The pain continued to get worse. If it had been in a physical part of my body, I would have gone to the doctor, I would have called an ambulance, I would have gone to the ER. But it was inside. I was an inside-out tornado. A swirling turmoil of destruction on the inside, but totally calm outside.
I stood on the Tube and stared at the emergency cord. Could I pull it for an existential crisis? I looked around at my fellow passengers and thought that wouldn’t be a good idea.
Excerpts:
When I was little I used to worry that I might be the Messiah. I really didn’t want to be the Messiah because:
a) I’m bad at public speaking and I thought being the Messiah would probably involve a lot of that.
b) Germs make me very anxious and so I definitely don’t want to touch sick people and I really don’t want them to touch me.
c) I have a very low pain threshold and I can’t help feeling that being the Messiah is going to end badly.
d) My frizzy hair would not work well in stained glass. Stained glass is a very unflattering medium.

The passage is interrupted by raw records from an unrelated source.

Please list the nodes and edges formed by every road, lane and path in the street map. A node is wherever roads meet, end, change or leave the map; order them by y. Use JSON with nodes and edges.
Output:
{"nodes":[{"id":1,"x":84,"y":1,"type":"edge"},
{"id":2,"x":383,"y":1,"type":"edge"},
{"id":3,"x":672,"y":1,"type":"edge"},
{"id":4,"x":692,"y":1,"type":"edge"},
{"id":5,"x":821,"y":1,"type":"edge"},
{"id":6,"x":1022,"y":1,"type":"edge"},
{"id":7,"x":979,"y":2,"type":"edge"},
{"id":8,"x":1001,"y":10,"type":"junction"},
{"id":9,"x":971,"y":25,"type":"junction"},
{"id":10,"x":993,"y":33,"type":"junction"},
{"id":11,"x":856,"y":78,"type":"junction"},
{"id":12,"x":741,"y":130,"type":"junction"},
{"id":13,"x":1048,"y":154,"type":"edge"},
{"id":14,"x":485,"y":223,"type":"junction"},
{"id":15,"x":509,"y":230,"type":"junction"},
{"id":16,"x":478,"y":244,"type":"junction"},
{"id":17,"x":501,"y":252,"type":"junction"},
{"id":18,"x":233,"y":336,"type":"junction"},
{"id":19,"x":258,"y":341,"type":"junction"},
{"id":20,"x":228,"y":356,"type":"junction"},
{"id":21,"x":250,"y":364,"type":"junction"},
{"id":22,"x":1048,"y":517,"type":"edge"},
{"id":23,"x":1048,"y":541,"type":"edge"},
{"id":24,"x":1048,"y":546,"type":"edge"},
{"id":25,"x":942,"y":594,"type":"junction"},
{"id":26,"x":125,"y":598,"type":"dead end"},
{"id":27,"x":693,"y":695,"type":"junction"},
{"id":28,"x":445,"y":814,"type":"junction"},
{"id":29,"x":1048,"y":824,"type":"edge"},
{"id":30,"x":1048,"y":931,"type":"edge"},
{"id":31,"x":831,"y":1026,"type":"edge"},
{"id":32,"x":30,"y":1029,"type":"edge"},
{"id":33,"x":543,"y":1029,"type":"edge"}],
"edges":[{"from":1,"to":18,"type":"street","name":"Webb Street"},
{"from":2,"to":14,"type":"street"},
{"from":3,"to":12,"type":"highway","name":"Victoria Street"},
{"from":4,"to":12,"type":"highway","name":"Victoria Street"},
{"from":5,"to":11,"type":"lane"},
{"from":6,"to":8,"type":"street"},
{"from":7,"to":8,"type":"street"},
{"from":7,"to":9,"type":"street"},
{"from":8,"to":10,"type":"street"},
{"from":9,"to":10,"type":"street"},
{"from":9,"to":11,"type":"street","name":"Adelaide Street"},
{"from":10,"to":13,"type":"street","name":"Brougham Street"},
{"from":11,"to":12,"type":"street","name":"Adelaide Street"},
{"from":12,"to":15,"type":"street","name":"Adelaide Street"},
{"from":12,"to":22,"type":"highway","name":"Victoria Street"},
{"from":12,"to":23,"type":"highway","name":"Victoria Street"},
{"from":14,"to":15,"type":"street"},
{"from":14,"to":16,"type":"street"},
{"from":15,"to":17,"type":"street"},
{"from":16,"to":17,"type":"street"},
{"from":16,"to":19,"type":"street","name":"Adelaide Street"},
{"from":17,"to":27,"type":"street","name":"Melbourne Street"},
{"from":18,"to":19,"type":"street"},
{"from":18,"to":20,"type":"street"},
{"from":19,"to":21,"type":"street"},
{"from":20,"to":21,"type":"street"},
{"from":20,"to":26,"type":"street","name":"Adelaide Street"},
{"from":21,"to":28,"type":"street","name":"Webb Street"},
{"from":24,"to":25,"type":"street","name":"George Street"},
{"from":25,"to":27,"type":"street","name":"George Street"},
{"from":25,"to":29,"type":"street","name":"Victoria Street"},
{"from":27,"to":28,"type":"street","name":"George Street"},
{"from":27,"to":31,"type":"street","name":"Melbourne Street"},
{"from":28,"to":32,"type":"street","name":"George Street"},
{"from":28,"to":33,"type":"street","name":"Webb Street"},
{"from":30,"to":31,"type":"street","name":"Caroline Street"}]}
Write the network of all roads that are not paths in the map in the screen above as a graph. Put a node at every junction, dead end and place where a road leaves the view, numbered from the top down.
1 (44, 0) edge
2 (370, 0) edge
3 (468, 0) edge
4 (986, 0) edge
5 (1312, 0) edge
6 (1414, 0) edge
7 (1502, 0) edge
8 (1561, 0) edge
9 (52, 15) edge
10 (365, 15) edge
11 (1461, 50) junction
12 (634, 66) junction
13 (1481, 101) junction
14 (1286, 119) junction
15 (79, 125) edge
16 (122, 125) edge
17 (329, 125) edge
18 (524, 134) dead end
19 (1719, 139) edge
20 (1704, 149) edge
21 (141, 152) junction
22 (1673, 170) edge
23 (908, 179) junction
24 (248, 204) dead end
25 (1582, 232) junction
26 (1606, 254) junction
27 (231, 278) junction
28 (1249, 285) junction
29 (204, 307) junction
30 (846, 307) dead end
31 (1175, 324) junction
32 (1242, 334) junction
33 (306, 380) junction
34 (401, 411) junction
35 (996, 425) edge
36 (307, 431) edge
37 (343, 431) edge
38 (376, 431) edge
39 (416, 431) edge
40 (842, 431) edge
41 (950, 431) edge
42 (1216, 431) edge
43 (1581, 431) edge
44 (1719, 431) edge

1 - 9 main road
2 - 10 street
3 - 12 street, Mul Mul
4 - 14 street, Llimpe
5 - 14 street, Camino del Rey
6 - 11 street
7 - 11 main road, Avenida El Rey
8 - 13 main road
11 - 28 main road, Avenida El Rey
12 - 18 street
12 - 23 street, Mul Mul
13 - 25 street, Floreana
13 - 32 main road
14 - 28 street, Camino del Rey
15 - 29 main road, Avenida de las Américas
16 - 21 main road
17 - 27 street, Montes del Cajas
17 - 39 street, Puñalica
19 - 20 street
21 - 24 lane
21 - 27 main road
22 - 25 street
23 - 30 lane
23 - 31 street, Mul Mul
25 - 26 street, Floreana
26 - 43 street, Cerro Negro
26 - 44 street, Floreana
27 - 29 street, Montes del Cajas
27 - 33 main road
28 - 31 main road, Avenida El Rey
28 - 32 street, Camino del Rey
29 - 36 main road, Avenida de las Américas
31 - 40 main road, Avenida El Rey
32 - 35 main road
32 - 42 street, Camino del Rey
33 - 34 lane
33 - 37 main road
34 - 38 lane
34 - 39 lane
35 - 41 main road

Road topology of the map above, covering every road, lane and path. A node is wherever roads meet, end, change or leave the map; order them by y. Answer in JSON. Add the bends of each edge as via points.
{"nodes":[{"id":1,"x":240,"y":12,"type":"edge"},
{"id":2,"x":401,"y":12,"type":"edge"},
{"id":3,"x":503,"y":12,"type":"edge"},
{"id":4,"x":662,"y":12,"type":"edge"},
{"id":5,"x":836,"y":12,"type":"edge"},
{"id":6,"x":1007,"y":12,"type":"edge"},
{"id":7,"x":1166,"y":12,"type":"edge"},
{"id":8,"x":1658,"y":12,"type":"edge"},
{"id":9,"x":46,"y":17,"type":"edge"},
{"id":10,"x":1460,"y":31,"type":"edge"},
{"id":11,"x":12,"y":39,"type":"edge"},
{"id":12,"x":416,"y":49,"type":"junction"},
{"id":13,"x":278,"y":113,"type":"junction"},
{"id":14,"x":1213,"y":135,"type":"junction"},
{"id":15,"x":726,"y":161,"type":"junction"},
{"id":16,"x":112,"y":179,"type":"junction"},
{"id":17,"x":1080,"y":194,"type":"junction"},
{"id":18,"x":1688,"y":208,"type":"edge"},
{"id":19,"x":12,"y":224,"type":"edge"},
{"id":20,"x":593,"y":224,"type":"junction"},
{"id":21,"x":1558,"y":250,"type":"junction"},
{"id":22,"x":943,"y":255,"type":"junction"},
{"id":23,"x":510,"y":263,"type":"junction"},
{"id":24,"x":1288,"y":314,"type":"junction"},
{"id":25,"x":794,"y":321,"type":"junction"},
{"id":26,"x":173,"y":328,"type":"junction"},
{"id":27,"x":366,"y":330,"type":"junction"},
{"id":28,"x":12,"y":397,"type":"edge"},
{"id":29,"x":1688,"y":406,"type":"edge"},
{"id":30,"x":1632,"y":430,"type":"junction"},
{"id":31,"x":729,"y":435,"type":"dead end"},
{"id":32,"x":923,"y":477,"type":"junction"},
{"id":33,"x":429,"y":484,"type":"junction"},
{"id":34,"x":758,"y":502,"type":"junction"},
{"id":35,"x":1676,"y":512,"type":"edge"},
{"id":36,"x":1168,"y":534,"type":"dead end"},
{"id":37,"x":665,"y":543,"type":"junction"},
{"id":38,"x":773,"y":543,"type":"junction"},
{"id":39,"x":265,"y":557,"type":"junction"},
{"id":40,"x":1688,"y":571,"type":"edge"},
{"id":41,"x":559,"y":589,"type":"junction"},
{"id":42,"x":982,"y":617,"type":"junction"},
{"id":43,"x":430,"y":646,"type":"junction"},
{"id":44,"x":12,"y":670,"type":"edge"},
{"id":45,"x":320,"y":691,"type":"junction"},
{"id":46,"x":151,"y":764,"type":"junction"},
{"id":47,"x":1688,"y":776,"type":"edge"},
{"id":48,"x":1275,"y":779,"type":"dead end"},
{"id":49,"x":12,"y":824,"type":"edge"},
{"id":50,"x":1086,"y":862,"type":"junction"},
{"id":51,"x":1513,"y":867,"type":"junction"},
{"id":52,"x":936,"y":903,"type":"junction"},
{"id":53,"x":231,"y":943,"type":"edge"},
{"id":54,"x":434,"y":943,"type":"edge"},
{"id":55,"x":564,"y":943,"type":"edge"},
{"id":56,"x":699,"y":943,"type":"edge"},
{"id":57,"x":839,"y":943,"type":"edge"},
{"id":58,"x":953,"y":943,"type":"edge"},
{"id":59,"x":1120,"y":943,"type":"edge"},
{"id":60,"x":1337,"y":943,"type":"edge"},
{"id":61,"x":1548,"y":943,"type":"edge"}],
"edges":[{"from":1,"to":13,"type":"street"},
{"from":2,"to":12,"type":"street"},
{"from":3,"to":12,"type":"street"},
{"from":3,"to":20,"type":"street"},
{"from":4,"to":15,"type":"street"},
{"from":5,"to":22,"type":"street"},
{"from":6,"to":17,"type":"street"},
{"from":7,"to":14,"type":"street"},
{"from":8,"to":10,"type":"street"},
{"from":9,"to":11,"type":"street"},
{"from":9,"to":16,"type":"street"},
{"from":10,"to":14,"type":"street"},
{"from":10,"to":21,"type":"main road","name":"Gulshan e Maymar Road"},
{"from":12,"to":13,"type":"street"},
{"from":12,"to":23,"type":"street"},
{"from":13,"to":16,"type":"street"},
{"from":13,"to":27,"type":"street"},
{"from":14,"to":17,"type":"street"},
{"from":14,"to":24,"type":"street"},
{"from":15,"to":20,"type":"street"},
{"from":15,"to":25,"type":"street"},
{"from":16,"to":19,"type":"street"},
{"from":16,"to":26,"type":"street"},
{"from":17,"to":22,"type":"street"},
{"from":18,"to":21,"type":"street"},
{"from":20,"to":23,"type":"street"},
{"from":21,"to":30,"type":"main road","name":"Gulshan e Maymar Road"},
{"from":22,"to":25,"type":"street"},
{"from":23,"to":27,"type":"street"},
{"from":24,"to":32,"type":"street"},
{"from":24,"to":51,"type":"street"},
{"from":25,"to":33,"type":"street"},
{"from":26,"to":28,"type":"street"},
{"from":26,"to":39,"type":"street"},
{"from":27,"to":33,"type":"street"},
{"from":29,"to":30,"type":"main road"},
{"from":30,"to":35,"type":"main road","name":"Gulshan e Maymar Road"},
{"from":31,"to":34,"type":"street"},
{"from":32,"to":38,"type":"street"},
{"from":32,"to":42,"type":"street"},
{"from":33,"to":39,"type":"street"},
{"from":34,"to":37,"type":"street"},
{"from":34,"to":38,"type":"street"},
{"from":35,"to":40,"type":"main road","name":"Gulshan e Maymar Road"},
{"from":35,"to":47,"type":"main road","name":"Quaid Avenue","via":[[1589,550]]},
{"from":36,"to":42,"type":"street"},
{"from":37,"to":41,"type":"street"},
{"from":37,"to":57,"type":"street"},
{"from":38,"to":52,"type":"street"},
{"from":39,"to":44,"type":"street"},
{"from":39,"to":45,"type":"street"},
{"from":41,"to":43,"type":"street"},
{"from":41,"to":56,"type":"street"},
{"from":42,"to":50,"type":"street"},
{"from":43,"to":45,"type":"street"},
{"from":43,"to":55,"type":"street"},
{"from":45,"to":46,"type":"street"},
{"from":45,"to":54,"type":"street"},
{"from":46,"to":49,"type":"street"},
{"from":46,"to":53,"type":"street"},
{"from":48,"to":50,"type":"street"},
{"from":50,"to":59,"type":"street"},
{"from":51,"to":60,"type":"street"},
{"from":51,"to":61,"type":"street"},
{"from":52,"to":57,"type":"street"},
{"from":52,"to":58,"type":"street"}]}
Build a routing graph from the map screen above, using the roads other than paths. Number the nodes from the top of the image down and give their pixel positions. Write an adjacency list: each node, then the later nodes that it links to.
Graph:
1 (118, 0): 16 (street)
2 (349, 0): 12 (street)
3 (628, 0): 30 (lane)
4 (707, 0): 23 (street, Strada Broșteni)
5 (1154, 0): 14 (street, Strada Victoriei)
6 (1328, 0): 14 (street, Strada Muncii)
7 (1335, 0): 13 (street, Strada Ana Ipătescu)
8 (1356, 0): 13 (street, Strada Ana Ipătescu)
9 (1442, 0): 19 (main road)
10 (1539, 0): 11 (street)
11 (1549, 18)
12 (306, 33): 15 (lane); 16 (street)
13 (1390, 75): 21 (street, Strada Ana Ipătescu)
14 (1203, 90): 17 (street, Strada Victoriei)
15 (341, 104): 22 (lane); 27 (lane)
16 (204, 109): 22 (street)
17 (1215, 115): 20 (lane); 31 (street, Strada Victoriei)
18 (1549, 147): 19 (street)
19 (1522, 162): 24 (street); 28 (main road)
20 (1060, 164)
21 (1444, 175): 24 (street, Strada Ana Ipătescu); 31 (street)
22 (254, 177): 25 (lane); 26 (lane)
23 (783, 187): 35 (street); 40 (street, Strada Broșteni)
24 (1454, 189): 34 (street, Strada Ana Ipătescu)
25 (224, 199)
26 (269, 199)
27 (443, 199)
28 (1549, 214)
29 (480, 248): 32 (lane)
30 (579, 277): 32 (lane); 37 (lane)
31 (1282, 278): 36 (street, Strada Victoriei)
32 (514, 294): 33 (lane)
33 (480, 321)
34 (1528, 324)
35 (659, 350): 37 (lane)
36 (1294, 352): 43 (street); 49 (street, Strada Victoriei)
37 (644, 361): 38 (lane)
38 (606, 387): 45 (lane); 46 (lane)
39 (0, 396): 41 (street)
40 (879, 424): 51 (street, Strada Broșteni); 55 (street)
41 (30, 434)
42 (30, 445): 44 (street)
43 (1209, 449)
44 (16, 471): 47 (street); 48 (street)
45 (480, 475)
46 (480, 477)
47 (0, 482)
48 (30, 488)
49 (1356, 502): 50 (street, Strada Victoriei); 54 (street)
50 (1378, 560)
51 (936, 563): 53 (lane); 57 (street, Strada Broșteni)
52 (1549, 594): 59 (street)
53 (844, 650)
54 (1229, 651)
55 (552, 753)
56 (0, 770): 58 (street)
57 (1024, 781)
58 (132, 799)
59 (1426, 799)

e) I’m not sure about Eternal Life. It seems like life is long enough already.
*****
I’m told I dress like someone whose best clothes are in the wash.
*****
I discovered that if you’re a shy woman who doesn’t say much but smiles a lot, people project onto you who they think you are or who they want you to be. This makes going on dates doubly interesting/terrifying. I would not only be finding out who they were, I would be finding out who they had decided I was. And the problem was, however much I did or didn’t like them, I never liked their version of me.
*****
It was fantastic to be able to write for such brilliant, funny women, but there was such fear from the men at the station that men might not watch or like the show, that we were encouraged to avoid writing about “women’s subjects” or doing sketches that might put male viewers off. We also had a strict swearing quota. We were allowed a certain number of “fucks” per series. One week, we blew all our swear words in one sketch so that the following week, when we wanted to say “motherfucker,” we were told we had gone over our allotted swear word rations. We begged to be able to say “motherfucker.” It went to increasingly important departments for a decision on whether we could say “motherfucker.” Finally, the answer was given. We couldn’t say “motherfucker” but they would allow us to say “sisterfucker.” It’s interesting that when they looked at the word “motherfucker,” they decided the part that was offensive was “mother.” What a bunch of sisterfuckers.
*****
Worse than the pain in my hair follicles was the pain inside. Where was it? My brain? My heart? My soul? I didn’t know where it was, just that it was unbearable.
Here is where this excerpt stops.